● **Source records**:
'''

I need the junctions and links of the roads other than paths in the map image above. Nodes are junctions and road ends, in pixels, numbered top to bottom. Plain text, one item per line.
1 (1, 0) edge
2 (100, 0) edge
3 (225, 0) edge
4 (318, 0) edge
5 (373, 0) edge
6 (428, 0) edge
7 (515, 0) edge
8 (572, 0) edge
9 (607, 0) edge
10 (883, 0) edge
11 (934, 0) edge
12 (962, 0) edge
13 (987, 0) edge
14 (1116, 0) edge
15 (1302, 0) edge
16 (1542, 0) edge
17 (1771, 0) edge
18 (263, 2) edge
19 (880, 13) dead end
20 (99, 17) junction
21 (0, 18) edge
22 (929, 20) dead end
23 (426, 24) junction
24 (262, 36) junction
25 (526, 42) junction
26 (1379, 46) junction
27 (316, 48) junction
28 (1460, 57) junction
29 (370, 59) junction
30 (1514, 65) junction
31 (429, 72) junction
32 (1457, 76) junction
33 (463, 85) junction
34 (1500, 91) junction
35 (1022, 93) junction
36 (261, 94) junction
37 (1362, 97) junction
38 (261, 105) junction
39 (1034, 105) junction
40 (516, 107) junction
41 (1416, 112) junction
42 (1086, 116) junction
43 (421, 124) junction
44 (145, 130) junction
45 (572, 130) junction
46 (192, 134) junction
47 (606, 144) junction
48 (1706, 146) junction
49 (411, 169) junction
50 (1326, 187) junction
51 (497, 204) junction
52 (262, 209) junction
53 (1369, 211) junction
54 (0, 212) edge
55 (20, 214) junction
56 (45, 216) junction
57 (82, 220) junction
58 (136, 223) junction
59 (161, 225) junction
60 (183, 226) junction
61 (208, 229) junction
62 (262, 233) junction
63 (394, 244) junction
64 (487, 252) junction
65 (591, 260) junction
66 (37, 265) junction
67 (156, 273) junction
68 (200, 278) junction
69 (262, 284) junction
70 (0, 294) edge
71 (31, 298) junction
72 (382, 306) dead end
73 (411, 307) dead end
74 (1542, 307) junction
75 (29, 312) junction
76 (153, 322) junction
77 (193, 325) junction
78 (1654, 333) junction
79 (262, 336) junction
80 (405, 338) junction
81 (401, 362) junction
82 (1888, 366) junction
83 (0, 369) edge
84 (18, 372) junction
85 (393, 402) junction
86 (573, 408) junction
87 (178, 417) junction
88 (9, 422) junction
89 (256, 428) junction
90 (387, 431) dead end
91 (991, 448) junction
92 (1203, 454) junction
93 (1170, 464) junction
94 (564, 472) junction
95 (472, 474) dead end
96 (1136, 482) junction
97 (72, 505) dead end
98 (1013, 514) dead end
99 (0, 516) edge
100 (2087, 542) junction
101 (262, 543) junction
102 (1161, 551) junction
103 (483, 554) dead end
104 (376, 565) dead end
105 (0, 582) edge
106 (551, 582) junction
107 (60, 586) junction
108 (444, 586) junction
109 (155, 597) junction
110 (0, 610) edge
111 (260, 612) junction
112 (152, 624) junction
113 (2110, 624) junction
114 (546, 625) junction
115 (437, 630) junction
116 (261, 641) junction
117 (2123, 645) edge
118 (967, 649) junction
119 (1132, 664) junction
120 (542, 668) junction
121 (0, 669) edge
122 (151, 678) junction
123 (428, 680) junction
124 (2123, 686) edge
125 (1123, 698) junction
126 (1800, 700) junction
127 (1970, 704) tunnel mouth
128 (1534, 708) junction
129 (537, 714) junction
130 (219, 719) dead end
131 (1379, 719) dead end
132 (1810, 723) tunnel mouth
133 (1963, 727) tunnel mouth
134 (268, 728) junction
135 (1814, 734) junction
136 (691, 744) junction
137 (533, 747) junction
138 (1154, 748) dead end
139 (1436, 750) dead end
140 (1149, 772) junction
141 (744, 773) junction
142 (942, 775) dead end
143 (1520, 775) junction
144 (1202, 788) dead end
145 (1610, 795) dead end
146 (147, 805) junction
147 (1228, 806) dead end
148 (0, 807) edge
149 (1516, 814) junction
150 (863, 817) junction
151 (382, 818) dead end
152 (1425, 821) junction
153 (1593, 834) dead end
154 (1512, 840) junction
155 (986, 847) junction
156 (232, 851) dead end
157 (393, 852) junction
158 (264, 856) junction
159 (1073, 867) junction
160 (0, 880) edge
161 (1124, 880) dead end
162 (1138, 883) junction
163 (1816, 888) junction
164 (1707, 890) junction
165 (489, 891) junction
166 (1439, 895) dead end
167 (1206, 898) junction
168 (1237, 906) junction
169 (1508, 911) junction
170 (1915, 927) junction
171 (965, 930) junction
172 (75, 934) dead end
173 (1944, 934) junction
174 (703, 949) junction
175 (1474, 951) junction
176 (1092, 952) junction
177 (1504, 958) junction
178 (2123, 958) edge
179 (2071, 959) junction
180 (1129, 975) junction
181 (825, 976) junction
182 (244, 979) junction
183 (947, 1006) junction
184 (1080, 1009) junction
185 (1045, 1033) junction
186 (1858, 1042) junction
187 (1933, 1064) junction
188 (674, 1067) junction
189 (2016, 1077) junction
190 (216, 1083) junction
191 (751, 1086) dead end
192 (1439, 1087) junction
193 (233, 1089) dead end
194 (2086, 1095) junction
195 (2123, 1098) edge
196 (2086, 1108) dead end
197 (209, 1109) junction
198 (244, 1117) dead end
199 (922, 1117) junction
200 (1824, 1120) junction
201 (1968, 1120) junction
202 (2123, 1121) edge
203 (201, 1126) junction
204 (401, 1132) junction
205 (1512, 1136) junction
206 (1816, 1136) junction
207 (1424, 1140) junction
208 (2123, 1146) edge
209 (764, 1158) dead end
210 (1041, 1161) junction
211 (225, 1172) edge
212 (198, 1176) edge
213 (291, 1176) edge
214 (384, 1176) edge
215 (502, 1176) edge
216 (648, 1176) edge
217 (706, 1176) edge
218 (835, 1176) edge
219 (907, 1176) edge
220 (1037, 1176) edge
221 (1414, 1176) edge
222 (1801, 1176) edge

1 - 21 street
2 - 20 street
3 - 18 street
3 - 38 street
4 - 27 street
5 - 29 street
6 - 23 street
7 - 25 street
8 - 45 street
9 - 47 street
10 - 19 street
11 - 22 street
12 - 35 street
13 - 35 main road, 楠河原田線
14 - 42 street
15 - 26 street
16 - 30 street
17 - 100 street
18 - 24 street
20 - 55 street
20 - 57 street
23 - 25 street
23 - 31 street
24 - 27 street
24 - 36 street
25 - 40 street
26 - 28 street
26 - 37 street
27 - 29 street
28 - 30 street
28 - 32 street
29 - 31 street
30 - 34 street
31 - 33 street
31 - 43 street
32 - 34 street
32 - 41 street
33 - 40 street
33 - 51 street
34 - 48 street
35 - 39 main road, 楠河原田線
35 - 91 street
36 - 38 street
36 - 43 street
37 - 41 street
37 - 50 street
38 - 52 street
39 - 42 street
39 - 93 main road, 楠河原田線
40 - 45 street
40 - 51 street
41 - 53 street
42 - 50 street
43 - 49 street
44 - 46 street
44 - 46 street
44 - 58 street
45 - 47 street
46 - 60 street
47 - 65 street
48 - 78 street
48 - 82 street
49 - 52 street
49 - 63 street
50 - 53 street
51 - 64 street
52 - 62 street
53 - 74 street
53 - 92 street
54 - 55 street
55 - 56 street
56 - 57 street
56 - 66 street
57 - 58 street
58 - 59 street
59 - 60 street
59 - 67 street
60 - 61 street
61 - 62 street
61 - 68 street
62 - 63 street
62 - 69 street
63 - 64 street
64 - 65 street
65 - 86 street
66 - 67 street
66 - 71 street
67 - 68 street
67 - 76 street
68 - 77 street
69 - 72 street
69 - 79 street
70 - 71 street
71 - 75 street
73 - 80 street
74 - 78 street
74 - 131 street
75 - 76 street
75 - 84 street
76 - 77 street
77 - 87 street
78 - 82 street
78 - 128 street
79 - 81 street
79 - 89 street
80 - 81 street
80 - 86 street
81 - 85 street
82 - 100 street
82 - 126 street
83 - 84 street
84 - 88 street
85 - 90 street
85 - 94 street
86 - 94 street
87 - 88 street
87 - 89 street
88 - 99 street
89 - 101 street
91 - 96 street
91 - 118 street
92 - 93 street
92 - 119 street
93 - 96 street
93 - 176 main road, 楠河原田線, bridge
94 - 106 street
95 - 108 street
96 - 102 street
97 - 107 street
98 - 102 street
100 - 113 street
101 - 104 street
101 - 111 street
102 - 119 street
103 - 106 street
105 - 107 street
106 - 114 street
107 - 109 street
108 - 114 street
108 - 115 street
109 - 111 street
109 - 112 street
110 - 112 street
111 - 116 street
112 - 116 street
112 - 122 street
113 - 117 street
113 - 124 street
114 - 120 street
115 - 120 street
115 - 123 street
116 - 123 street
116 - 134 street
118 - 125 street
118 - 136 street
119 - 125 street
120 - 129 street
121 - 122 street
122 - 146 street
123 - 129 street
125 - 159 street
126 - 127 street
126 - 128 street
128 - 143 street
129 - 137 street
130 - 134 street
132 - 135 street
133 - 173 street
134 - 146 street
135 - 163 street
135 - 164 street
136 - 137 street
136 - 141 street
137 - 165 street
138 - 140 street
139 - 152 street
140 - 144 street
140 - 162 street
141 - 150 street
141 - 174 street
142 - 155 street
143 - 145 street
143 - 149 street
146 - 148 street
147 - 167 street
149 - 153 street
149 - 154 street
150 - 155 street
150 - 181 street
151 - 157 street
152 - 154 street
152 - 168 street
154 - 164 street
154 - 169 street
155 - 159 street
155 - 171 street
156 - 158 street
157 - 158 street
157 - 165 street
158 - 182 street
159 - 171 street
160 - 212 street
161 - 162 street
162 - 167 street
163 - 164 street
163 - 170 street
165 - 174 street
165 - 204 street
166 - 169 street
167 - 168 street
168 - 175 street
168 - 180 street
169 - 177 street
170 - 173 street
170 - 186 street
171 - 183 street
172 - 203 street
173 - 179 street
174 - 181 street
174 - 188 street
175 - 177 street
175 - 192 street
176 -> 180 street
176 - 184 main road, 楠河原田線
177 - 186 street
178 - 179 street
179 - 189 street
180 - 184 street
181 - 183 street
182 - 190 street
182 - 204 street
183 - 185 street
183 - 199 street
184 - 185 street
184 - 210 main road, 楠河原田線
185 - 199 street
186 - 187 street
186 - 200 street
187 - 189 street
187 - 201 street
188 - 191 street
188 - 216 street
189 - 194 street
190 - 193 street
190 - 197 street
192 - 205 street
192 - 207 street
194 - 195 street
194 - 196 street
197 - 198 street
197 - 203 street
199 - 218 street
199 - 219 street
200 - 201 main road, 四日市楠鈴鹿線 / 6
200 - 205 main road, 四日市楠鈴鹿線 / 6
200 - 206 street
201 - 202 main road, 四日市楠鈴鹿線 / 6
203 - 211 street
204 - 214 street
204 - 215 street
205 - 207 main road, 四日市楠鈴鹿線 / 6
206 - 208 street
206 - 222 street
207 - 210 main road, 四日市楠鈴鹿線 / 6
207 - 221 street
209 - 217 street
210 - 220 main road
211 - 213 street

'''

Copy the lines of the entries above that mention "楠河原田線".

● **RESPONSE**:
13 - 35 main road, 楠河原田線
35 - 39 main road, 楠河原田線
39 - 93 main road, 楠河原田線
93 - 176 main road, 楠河原田線, bridge
176 - 184 main road, 楠河原田線
184 - 210 main road, 楠河原田線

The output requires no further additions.